A manuscript of "Binsey Poplars", Gerard Manley Hopkins's celebrated lament for the trees that ran along the Thames in the village of Binsey, has been bought at auction by the Bodleian Libraries for almost £50,000.

The importance of the yellowing manuscript "cannot be overstated", said the Bodleian, which acquired financial support from individuals and funding bodies to pull together the £49,250 needed to acquire the poem in a Bonhams auction in April. It is, the library said, "the most significant Hopkins item to have come to the market in over 40 years", and the last known major Hopkins manuscript to have been in private hands; it will join the only other known manuscripts of "Binsey Poplars", which survive in four copies kept in the Bodleian.

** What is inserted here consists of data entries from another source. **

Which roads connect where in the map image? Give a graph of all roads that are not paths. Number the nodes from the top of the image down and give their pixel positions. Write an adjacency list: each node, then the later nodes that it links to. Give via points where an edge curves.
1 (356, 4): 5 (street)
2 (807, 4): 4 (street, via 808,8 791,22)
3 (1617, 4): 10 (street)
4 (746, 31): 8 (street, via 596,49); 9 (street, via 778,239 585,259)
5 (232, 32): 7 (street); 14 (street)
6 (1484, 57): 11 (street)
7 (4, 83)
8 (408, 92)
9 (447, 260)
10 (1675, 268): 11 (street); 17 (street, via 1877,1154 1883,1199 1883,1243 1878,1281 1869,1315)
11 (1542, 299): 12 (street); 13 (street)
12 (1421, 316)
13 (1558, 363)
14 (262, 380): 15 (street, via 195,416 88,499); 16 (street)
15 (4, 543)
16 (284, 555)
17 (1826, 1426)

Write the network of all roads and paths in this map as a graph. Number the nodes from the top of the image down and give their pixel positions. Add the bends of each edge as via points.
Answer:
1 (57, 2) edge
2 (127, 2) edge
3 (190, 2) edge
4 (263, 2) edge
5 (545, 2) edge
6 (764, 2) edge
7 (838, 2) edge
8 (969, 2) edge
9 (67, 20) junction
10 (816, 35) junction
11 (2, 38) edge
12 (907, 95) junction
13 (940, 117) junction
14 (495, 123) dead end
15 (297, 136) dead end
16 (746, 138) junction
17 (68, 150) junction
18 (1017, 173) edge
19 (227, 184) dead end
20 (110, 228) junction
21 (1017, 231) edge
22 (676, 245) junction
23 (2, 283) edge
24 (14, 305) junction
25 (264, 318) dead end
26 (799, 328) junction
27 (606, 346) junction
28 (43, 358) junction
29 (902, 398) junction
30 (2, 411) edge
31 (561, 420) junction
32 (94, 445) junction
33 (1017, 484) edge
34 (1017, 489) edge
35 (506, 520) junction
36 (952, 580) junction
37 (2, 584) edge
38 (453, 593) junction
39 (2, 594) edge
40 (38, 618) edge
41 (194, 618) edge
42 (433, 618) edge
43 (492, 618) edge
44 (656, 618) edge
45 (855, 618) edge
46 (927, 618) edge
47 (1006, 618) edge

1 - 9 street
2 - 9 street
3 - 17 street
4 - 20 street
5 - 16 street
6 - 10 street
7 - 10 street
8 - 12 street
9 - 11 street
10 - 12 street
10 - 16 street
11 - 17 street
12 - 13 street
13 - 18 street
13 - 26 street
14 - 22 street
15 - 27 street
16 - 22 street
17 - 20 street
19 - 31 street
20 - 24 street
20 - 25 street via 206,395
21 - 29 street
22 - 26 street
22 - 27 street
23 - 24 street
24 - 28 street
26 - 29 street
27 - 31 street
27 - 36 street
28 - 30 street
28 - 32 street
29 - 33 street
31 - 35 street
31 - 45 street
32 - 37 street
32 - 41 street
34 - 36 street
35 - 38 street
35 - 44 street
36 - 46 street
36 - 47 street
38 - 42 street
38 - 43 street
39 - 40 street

Hopkins was a curate at St Aloysius's Church in Oxford when he wrote to a friend that "I have been up to Godstow this afternoon. I am sorry to say that the aspens that lined the river are everyone felled" (the aspens are the poplars; Godstow is along the river from Binsey). He went on to write a poem mourning the destruction of the 100-foot-high trees: "My aspens dear, whose airy cages quelled,/ Quelled or quenched in leaves the leaping sun,/ Áll félled, félled, are áll felled."

The newly acquired manuscript shows the deletions, revisions and repetitions he made, revealing that at one point he even considered deleting the poem's famous ending. The last five lines – "Ten or twelve, only ten or twelve/ Strokes of havoc únselve/ The sweet especial scene,/ Rural scene, a rural scene,/ Sweet especial rural scene" – are written out twice, the first rendering crossed out and replaced with "Other Springs, more Summers cannot render".

"The various revisions in the draft, particularly when studied alongside the other drafts, give us a remarkable insight into how the poet crafts his passionate lament on man's disregard for the sanctity of nature. It's an enduringly relevant poem everyone should know," said Dr Chris Fletcher, keeper of special collections at the Bodleian, which will show the newly acquired manuscript alongside the other four drafts in a display on 9 May.

"The Bodleian holds the world's most important collection of manuscripts by Gerard Manley Hopkins," he added. "It is wonderful to be able to add this draft of one of his most celebrated works to that collection."

Hopkins is known today as one of the greatest poets of the Victorian era, but his reputation was largely made in 1918, 30 years after his death, when his friend, the poet Robert Bridges, edited a volume of his poetry. The trees in Binsey were replanted in 1918, and when they were cut down again in 2004, Hopkins's poem was part of the successful campaign to have them replanted.

"The poem has a very particular local meaning but speaks to a much broader audience in its plaintive evocation of spiritual desolation through the destruction of nature," said the Bodleian in its announcement of the acquisition.